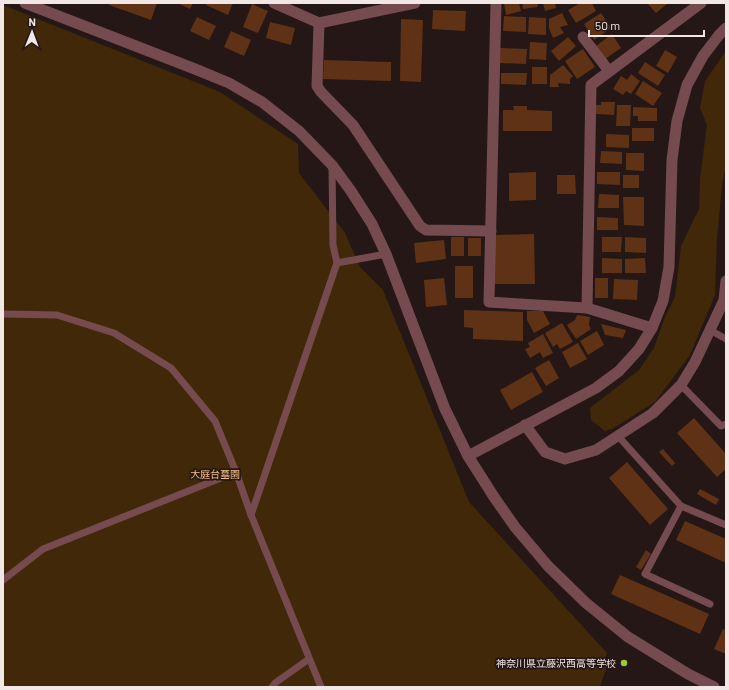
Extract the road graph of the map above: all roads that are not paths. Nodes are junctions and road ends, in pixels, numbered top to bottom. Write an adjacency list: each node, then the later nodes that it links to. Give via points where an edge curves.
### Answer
1 (25, 3): 10 (street, via 229,83 262,102 299,131)
2 (274, 3): 6 (street)
3 (413, 3): 6 (street)
4 (496, 3): 11 (street)
5 (701, 3): 9 (street)
6 (319, 23): 11 (street, via 317,86 353,125 420,226 426,230)
7 (726, 28): 17 (street, via 703,56 687,86 677,121 672,160 669,267 663,301)
8 (583, 37): 9 (street)
9 (609, 71): 15 (street, via 591,84)
10 (332, 165): 12 (street, via 372,224); 13 (lane, via 333,245)
11 (491, 231): 15 (street, via 489,302)
12 (386, 254): 13 (lane); 24 (street, via 445,409)
13 (337, 263): 27 (lane)
14 (726, 281): 18 (street, via 724,300)
15 (587, 308): 17 (street)
16 (3, 314): 25 (lane, via 57,315 114,333 171,368 214,421)
17 (652, 328): 22 (street, via 639,349 619,371 596,388)
18 (710, 330): 19 (lane); 20 (street)
19 (726, 340)
20 (681, 385): 21 (lane, via 721,426); 23 (street, via 653,414)
21 (726, 424)
22 (525, 425): 23 (street, via 545,452 565,458 596,450); 24 (street)
23 (618, 436): 26 (lane)
24 (468, 456): 34 (street, via 515,527 548,566 586,603 628,637)
25 (236, 472): 27 (lane); 29 (lane, via 43,549)
26 (681, 506): 28 (lane); 30 (lane, via 646,574)
27 (251, 515): 31 (lane)
28 (726, 525)
29 (3, 580)
30 (710, 604)
31 (309, 659): 32 (lane); 33 (lane)
32 (272, 687)
33 (321, 687)
34 (714, 687)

============

● What to produce
Retype the entries above word for word, minus any images.

● Response area
Extract the road graph of the map above: all roads that are not paths. Nodes are junctions and road ends, in pixels, numbered top to bottom. Write an adjacency list: each node, then the later nodes that it links to. Give via points where an edge curves.
### Answer
1 (25, 3): 10 (street, via 229,83 262,102 299,131)
2 (274, 3): 6 (street)
3 (413, 3): 6 (street)
4 (496, 3): 11 (street)
5 (701, 3): 9 (street)
6 (319, 23): 11 (street, via 317,86 353,125 420,226 426,230)
7 (726, 28): 17 (street, via 703,56 687,86 677,121 672,160 669,267 663,301)
8 (583, 37): 9 (street)
9 (609, 71): 15 (street, via 591,84)
10 (332, 165): 12 (street, via 372,224); 13 (lane, via 333,245)
11 (491, 231): 15 (street, via 489,302)
12 (386, 254): 13 (lane); 24 (street, via 445,409)
13 (337, 263): 27 (lane)
14 (726, 281): 18 (street, via 724,300)
15 (587, 308): 17 (street)
16 (3, 314): 25 (lane, via 57,315 114,333 171,368 214,421)
17 (652, 328): 22 (street, via 639,349 619,371 596,388)
18 (710, 330): 19 (lane); 20 (street)
19 (726, 340)
20 (681, 385): 21 (lane, via 721,426); 23 (street, via 653,414)
21 (726, 424)
22 (525, 425): 23 (street, via 545,452 565,458 596,450); 24 (street)
23 (618, 436): 26 (lane)
24 (468, 456): 34 (street, via 515,527 548,566 586,603 628,637)
25 (236, 472): 27 (lane); 29 (lane, via 43,549)
26 (681, 506): 28 (lane); 30 (lane, via 646,574)
27 (251, 515): 31 (lane)
28 (726, 525)
29 (3, 580)
30 (710, 604)
31 (309, 659): 32 (lane); 33 (lane)
32 (272, 687)
33 (321, 687)
34 (714, 687)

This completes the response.